I wrote this for Python3.8. I'll amend for 3.6 and 3.7.

starlette/middleware/base.py

erewok · 2020-08-02T03:44:26Z

Thanks, @JayH5 for the review!

florimondmanca

Great digging, thanks! The solutions you've found make sense to me. Just nagging a bit in favor of clearly separating in two dedicated PRs that we could review, merge and keep in the history independently…

starlette/middleware/base.py

florimondmanca

Good for me on the queue fix. Again if submitted separately we could merge it right away, but I'll leave that to your appreciation. :)

As for background tasks, one last item I'm not 100% sure about is that it's not guaranteed by the middleware anymore that the app task will be awaited. Previously we always called task.result() (which AFAIK essentially equals to doing await task). But now we don't always do it.

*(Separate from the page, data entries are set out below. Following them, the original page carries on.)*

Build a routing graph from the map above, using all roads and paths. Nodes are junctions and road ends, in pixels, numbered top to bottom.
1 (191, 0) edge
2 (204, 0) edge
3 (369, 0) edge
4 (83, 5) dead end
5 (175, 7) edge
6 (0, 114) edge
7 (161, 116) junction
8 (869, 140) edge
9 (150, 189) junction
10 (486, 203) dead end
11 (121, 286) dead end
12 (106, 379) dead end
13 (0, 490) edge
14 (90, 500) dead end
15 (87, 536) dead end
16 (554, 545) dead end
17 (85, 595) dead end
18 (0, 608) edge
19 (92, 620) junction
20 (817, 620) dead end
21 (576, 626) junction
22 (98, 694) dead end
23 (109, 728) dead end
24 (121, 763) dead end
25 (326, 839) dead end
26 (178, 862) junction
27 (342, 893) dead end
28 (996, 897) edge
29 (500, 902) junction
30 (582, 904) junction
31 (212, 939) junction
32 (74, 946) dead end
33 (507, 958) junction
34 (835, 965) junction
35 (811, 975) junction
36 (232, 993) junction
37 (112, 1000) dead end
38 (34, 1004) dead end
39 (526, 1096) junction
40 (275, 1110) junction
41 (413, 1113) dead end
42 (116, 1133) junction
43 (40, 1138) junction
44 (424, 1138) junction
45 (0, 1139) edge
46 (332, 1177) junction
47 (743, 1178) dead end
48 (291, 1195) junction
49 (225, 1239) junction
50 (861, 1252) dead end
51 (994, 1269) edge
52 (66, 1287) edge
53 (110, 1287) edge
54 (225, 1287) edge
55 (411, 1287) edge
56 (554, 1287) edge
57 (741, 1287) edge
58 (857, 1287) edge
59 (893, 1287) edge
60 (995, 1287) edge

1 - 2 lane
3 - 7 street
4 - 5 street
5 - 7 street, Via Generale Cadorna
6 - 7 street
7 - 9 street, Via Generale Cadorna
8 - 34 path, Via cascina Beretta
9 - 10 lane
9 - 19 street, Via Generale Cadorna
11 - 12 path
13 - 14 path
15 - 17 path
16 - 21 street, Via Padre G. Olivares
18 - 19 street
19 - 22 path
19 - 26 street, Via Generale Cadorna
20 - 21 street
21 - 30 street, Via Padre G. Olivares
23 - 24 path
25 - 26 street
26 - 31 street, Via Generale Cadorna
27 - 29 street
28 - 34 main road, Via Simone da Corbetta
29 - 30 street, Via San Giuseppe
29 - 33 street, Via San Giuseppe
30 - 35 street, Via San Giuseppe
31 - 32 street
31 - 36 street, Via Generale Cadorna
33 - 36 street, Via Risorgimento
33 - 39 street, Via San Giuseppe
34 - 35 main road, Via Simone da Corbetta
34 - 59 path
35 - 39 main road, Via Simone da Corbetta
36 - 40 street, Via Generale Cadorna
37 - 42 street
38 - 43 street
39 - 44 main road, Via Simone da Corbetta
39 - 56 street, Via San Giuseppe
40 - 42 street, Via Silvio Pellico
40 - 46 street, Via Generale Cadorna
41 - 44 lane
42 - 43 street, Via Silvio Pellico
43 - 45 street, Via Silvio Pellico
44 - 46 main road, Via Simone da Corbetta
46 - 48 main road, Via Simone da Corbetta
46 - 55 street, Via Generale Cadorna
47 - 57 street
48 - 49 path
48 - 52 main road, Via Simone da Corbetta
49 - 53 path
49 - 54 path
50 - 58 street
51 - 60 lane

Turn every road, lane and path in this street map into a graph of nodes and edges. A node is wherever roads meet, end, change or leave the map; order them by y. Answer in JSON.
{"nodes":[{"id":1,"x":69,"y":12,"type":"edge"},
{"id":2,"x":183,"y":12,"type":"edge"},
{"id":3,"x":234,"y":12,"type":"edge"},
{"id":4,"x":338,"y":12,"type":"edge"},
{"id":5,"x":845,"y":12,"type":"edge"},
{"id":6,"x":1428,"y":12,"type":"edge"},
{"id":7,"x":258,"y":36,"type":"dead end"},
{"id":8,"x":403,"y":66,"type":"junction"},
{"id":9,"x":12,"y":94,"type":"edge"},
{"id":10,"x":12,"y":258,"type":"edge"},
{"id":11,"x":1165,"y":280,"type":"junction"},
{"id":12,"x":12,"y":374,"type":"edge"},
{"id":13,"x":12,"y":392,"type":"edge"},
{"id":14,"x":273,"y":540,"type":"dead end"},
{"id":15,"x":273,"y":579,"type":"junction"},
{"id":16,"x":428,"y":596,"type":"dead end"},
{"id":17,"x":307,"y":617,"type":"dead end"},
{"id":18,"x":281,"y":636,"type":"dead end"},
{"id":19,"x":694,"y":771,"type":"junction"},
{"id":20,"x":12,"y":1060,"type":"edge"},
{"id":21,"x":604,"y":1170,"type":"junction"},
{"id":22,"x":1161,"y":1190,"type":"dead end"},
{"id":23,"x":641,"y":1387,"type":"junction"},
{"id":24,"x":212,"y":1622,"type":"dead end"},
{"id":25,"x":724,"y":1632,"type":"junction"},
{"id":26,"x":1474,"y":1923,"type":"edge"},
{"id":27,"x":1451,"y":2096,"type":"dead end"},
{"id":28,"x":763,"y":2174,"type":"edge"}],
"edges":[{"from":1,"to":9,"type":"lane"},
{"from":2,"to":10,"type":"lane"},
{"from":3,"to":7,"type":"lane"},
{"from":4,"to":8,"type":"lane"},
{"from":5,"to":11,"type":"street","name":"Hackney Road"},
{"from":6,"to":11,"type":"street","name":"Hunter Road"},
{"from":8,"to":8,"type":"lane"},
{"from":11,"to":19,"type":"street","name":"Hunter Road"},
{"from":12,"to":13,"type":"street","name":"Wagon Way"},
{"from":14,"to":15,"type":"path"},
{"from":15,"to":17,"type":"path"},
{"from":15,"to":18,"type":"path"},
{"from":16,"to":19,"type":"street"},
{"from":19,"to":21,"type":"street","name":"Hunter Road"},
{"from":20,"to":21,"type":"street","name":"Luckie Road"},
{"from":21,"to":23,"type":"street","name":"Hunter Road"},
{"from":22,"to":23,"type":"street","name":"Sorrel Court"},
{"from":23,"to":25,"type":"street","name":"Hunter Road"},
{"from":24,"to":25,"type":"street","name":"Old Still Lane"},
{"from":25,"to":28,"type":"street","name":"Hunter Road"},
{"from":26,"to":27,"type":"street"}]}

So for example, I'm wondering if asyncio wouldn't raise a "task was not awaited" warning in case of a streaming response w/ a background task. Do you have thoughts? I don't know if we should then pass an additional background task to the constructed StreamingResponse that calls await task, to ensure that the task is properly awaited...

Resolved

erewok · 2020-08-03T04:15:39Z

As for background tasks, one last item I'm not 100% sure about is that it's not guaranteed by the middleware anymore that the app task will be awaited. Previously we always called task.result() (which AFAIK essentially equals to doing await task). But now we don't always do it.

So for example, I'm wondering if asyncio wouldn't raise a "task was not awaited" warning in case of a streaming response w/ a background task. Do you have thoughts? I don't know if we should then pass an additional background task to the constructed StreamingResponse that calls await task, to ensure that the task is properly awaited...

This is the part I spent the most time thinking about in looking at this function. One point is that task.result() won't actually await the result of the task: if it's called before the task has completed, an InvalidStateError will be thrown and if it's called after a task has been cancelled, it will raise a CancelledErrror. The return value wasn't being used before, so it was really present in the code to reraise any exceptions thrown, but the existing function was relying on the fact that the task must have completed already because the loop inside body_stream needed a None val to stop, and this would only be present after the app had been fully awaited.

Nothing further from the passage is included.